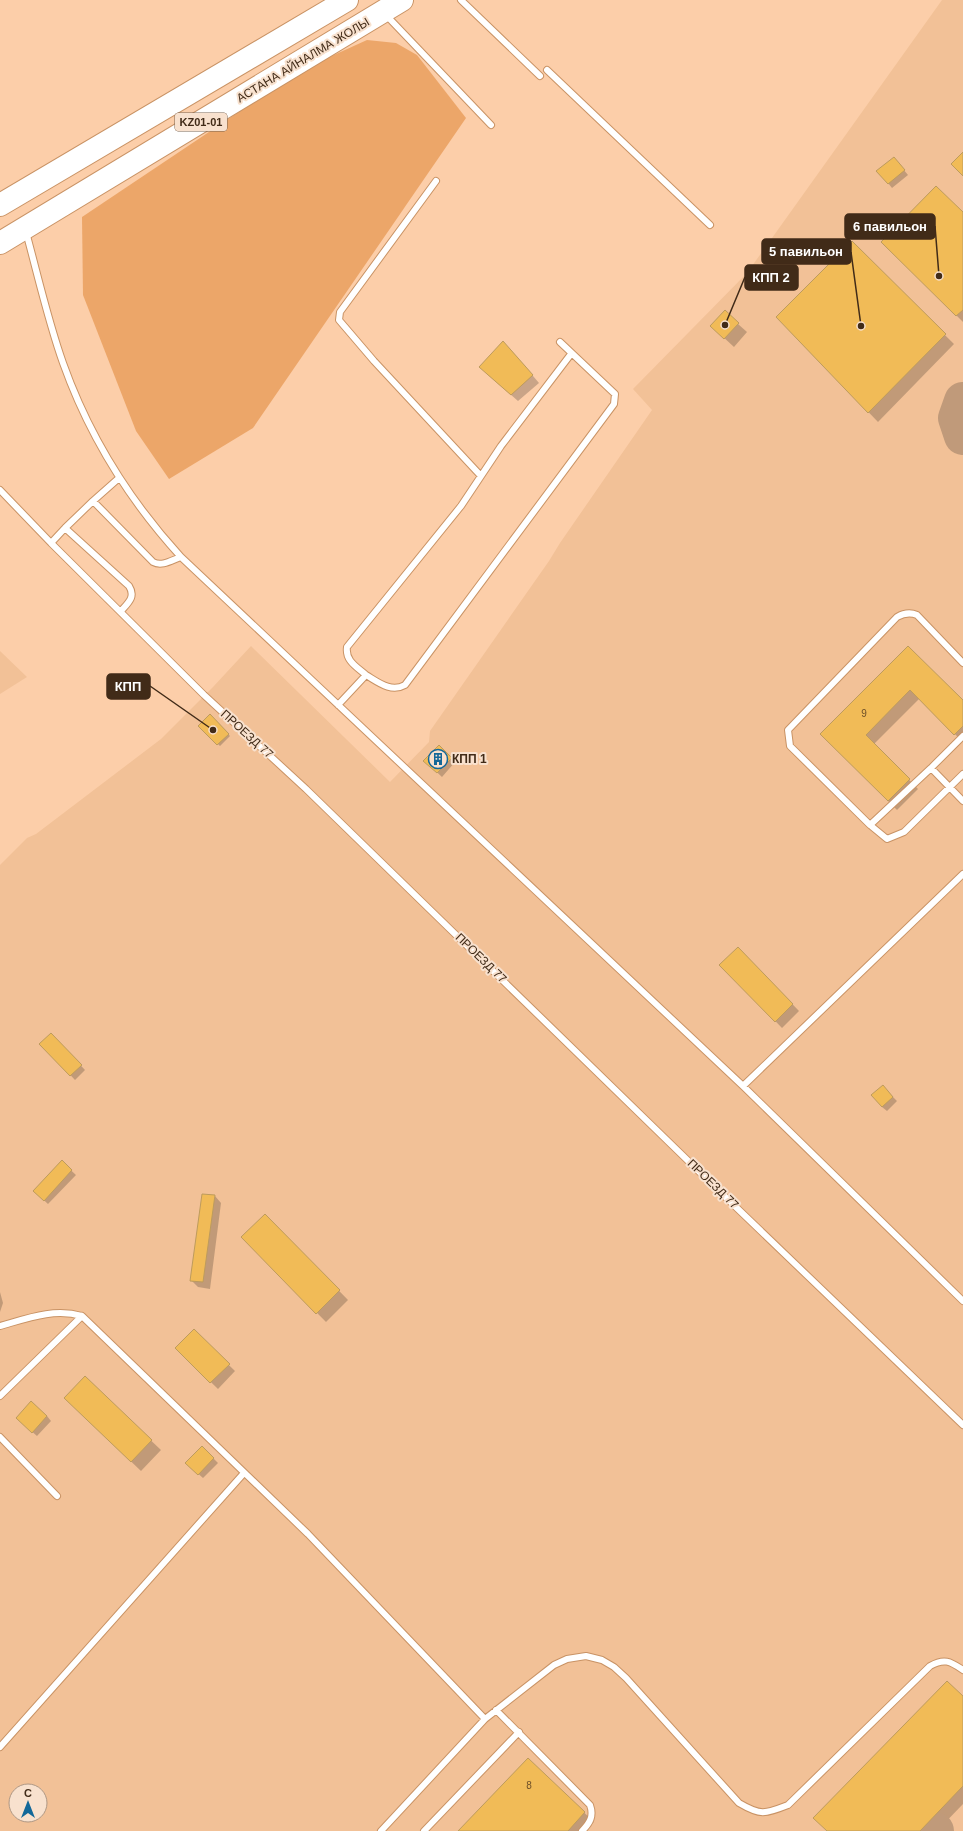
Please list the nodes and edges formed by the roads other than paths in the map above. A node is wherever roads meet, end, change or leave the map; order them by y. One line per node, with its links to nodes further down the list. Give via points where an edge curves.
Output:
1 (347, 0): 9 (highway, KZ01-01)
2 (402, 0): 4 (highway, АСТАНА АЙНАЛМА ЖОЛЫ / KZ01-01)
3 (461, 0): 6 (lane)
4 (382, 12): 7 (lane); 11 (highway, АСТАНА АЙНАЛМА ЖОЛЫ / KZ01-01)
5 (547, 70): 10 (lane)
6 (540, 76)
7 (491, 125)
8 (436, 182): 15 (lane, via 340,312 339,320)
9 (0, 205)
10 (710, 225)
11 (25, 229): 12 (highway, АСТАНА АЙНАЛМА ЖОЛЫ / KZ01-01); 16 (lane, via 63,364 82,410)
12 (0, 243)
13 (560, 342): 14 (lane)
14 (571, 354): 15 (lane); 24 (lane, via 615,394 616,399 611,409 405,684 400,688 386,687)
15 (481, 476): 24 (lane, via 461,506 347,647 349,660)
16 (119, 478): 18 (lane); 21 (lane, via 161,535)
17 (0, 490): 20 (lane, ПРОЕЗД 77)
18 (93, 501): 19 (lane); 21 (lane, via 153,562 162,564)
19 (65, 528): 20 (lane); 22 (lane, via 132,590 131,600)
20 (51, 543): 22 (lane, ПРОЕЗД 77)
21 (181, 557): 25 (lane)
22 (121, 611): 38 (lane, ПРОЕЗД 77, via 204,695 306,788)
23 (963, 663): 31 (lane, via 917,616 912,613 904,614 897,617 788,730 790,746)
24 (366, 675): 25 (lane)
25 (338, 705): 33 (lane)
26 (963, 736): 27 (lane)
27 (932, 768): 29 (lane); 31 (lane)
28 (963, 774): 29 (lane)
29 (950, 787): 30 (lane); 31 (lane, via 904,832 895,837 887,839)
30 (963, 801)
31 (870, 825)
32 (963, 874): 33 (lane)
33 (743, 1086): 34 (lane)
34 (962, 1299)
35 (82, 1316): 36 (lane, via 70,1312 48,1312); 37 (lane); 40 (lane)
36 (0, 1326)
37 (0, 1396)
38 (963, 1425)
39 (0, 1437): 41 (lane)
40 (244, 1473): 44 (lane, via 308,1534); 46 (lane)
41 (57, 1496)
42 (963, 1670): 43 (lane, via 951,1662 939,1661 930,1666 788,1805 769,1812 754,1812 739,1803 626,1678 602,1660 586,1656 567,1659)
43 (496, 1710): 44 (lane); 45 (lane)
44 (485, 1720): 47 (lane)
45 (518, 1732): 48 (lane); 49 (lane, via 590,1805 592,1812 589,1825)
46 (0, 1747)
47 (381, 1831)
48 (424, 1831)
49 (582, 1831)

^^^^

Exercise - Copy the entries exactly. Leave the pictures out.

Written answer -
Please list the nodes and edges formed by the roads other than paths in the map above. A node is wherever roads meet, end, change or leave the map; order them by y. One line per node, with its links to nodes further down the list. Give via points where an edge curves.
Output:
1 (347, 0): 9 (highway, KZ01-01)
2 (402, 0): 4 (highway, АСТАНА АЙНАЛМА ЖОЛЫ / KZ01-01)
3 (461, 0): 6 (lane)
4 (382, 12): 7 (lane); 11 (highway, АСТАНА АЙНАЛМА ЖОЛЫ / KZ01-01)
5 (547, 70): 10 (lane)
6 (540, 76)
7 (491, 125)
8 (436, 182): 15 (lane, via 340,312 339,320)
9 (0, 205)
10 (710, 225)
11 (25, 229): 12 (highway, АСТАНА АЙНАЛМА ЖОЛЫ / KZ01-01); 16 (lane, via 63,364 82,410)
12 (0, 243)
13 (560, 342): 14 (lane)
14 (571, 354): 15 (lane); 24 (lane, via 615,394 616,399 611,409 405,684 400,688 386,687)
15 (481, 476): 24 (lane, via 461,506 347,647 349,660)
16 (119, 478): 18 (lane); 21 (lane, via 161,535)
17 (0, 490): 20 (lane, ПРОЕЗД 77)
18 (93, 501): 19 (lane); 21 (lane, via 153,562 162,564)
19 (65, 528): 20 (lane); 22 (lane, via 132,590 131,600)
20 (51, 543): 22 (lane, ПРОЕЗД 77)
21 (181, 557): 25 (lane)
22 (121, 611): 38 (lane, ПРОЕЗД 77, via 204,695 306,788)
23 (963, 663): 31 (lane, via 917,616 912,613 904,614 897,617 788,730 790,746)
24 (366, 675): 25 (lane)
25 (338, 705): 33 (lane)
26 (963, 736): 27 (lane)
27 (932, 768): 29 (lane); 31 (lane)
28 (963, 774): 29 (lane)
29 (950, 787): 30 (lane); 31 (lane, via 904,832 895,837 887,839)
30 (963, 801)
31 (870, 825)
32 (963, 874): 33 (lane)
33 (743, 1086): 34 (lane)
34 (962, 1299)
35 (82, 1316): 36 (lane, via 70,1312 48,1312); 37 (lane); 40 (lane)
36 (0, 1326)
37 (0, 1396)
38 (963, 1425)
39 (0, 1437): 41 (lane)
40 (244, 1473): 44 (lane, via 308,1534); 46 (lane)
41 (57, 1496)
42 (963, 1670): 43 (lane, via 951,1662 939,1661 930,1666 788,1805 769,1812 754,1812 739,1803 626,1678 602,1660 586,1656 567,1659)
43 (496, 1710): 44 (lane); 45 (lane)
44 (485, 1720): 47 (lane)
45 (518, 1732): 48 (lane); 49 (lane, via 590,1805 592,1812 589,1825)
46 (0, 1747)
47 (381, 1831)
48 (424, 1831)
49 (582, 1831)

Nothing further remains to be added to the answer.